Return of Documents and Property. Upon the termination of Consultant’s engagement for any reason, or at any time upon the request of the Company, Consultant (or Consultant’s heirs or personal representatives) shall deliver to the Company all documents and materials (including, without limitation, computer files) containing Confidential Information, and all other property belonging to the Company, which in either case are in the possession or under the control of Consultant (or Consultant’s heirs or personal representatives).
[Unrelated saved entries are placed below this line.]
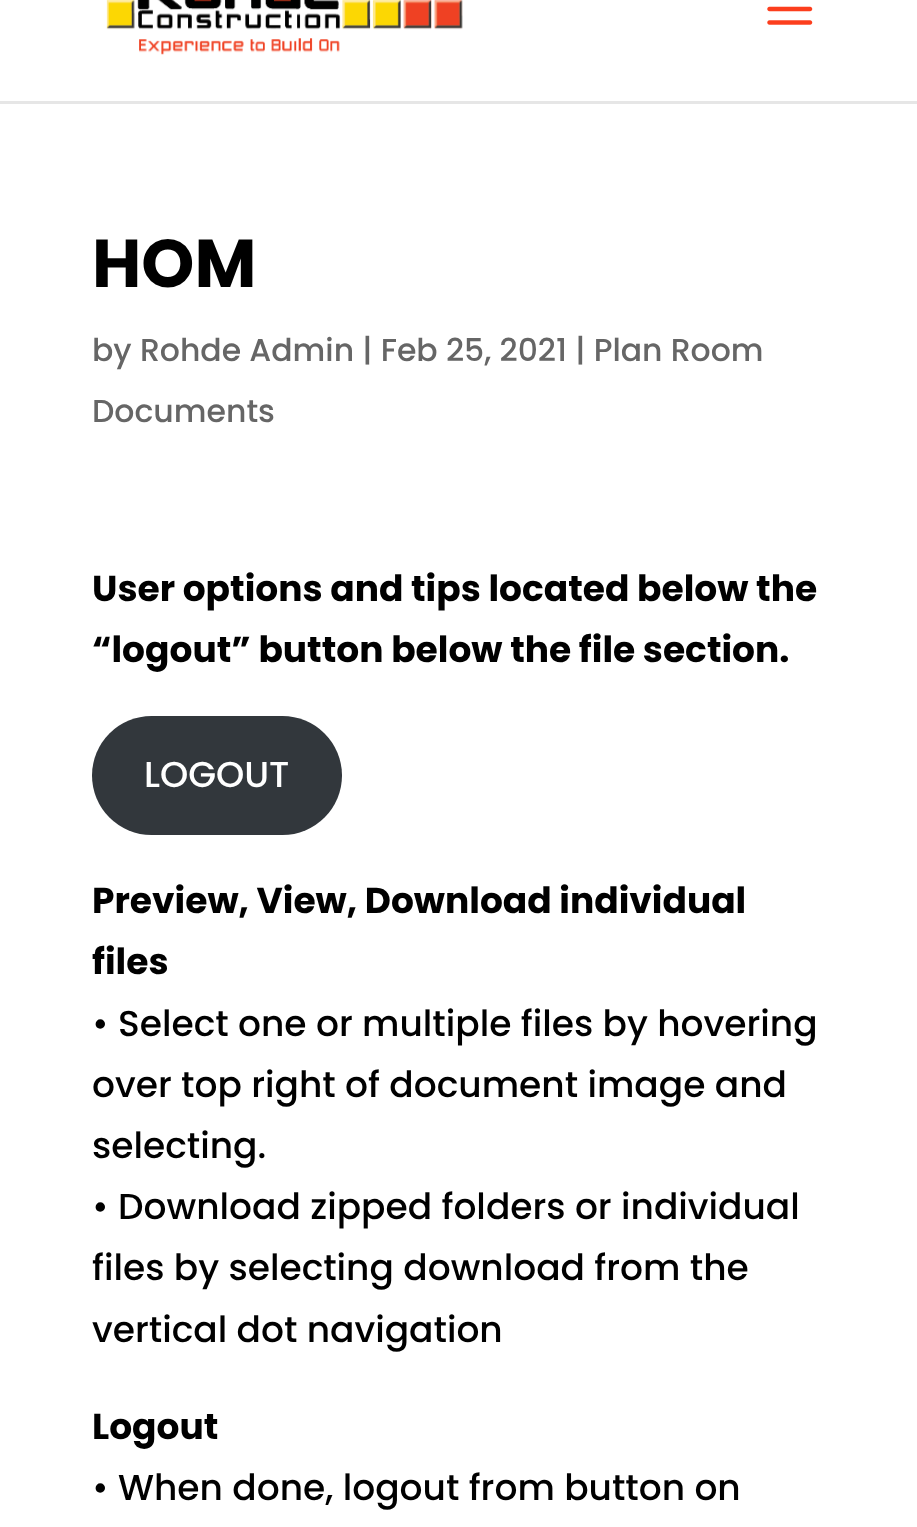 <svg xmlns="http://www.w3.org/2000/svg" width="917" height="1527">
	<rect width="100%" height="100%" fill="#FFFFFF" />
	<rect x="0" y="101" width="917" height="3" fill="#E6E6E6" />
	<image x="106" y="0" width="357" height="55" href="assets/img1.png" />
	<image x="767" y="6" width="46" height="19" href="assets/img2.png" />
	<text x="92" y="287" font-family="Poppins" font-size="67.5" font-weight="700" fill="#000000">HOM</text>
	<g font-family="Poppins" font-size="31.5" font-weight="500" fill="#666666">
		<text x="92" y="361">by Rohde Admin | Feb 25, 2021 | Plan Room</text>
		<text x="92" y="422">Documents</text>
	</g>
	<g font-family="Poppins" font-size="36" font-weight="700" fill="#000000">
		<text x="92" y="601">User options and tips located below the</text>
		<text x="92" y="662">“logout” button below the file section.</text>
	</g>
	<rect x="92" y="716" width="250" height="119" rx="59.5" fill="#32373C" />
	<text x="144" y="787" font-family="Poppins" font-size="36" font-weight="500" fill="#FFFFFF">LOGOUT</text>
	<g font-family="Poppins" font-size="36" font-weight="700" fill="#000000">
		<text x="92" y="913">Preview, View, Download individual</text>
		<text x="92" y="974">files</text>
	</g>
	<g font-family="Poppins" font-size="36" font-weight="500" fill="#000000">
		<text x="92" y="1036">• Select one or multiple files by hovering</text>
		<text x="92" y="1097">over top right of document image and</text>
		<text x="92" y="1158">selecting.</text>
		<text x="92" y="1219">• Download zipped folders or individual</text>
		<text x="92" y="1280">files by selecting download from the</text>
		<text x="92" y="1342">vertical dot navigation</text>
	</g>
	<text x="92" y="1439" font-family="Poppins" font-size="36" font-weight="700" fill="#000000">Logout</text>
	<text x="92" y="1500" font-family="Poppins" font-size="36" font-weight="500" fill="#000000">• When done, logout from button on</text>
</svg>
Notwithstanding the foregoing, Consultant shall be entitled to retain copies of this Agreement and any other documents relating to Consultant’s personal engagement and related compensation arrangements with the Company.
9.
Discoveries and Works.
(a)
All Discoveries and Works (as defined below) made or conceived by Consultant either before or after the Effective Date, solely, jointly or with others, that relate to the Company’s present or anticipated activities, or are used or useable by the Company shall be owned by the Company.
(b)
The term “Discoveries and Works” includes, by way of example but without limitation, Confidential Information, patents and patent applications, service marks, and service xxxx registrations and applications, trade names, copyrights and copyright registrations and applications.
(c)
Consultant shall (i) promptly notify, make full disclosure to, and execute and deliver any documents requested by the Company, as the case may be, to evidence or better assure title to Discoveries and Works in the Company, as so requested, (ii) renounce any and all claims, including but not limited to claims of ownership and royalty, with respect to all Discoveries and Works and all other property owned or licensed by the Company, (iii) assist the Company in obtaining or maintaining for itself at its own expense United States and foreign patents, copyrights, trade secret protection or other protection of any and all Discoveries and Works, and (iv) promptly execute, whether during the Consultant’s engagement with the Company or thereafter, all applications or other endorsements necessary or appropriate to maintain patents and other rights for the Company and to protect the title of the Company thereto, including but not limited to assignments of such patents and other rights.
(d)
Any Discoveries and Works which, within six (6) months after the termination of Consultant’s engagement with the Company, are made, disclosed, reduced to tangible or written form or description, or are reduced to practice by Consultant and which pertain to the business carried on or products or services being sold or delivered by the Company t the time of such termination shall, as between the Consultant and the Company, be presumed to have been made during Consultant’s engagement by the Company. Consultant acknowledges that all Discoveries and Works shall be deemed “works made for hire” under the Copyright Act of 1976, as amended 17 U.S.C. Sect. 101.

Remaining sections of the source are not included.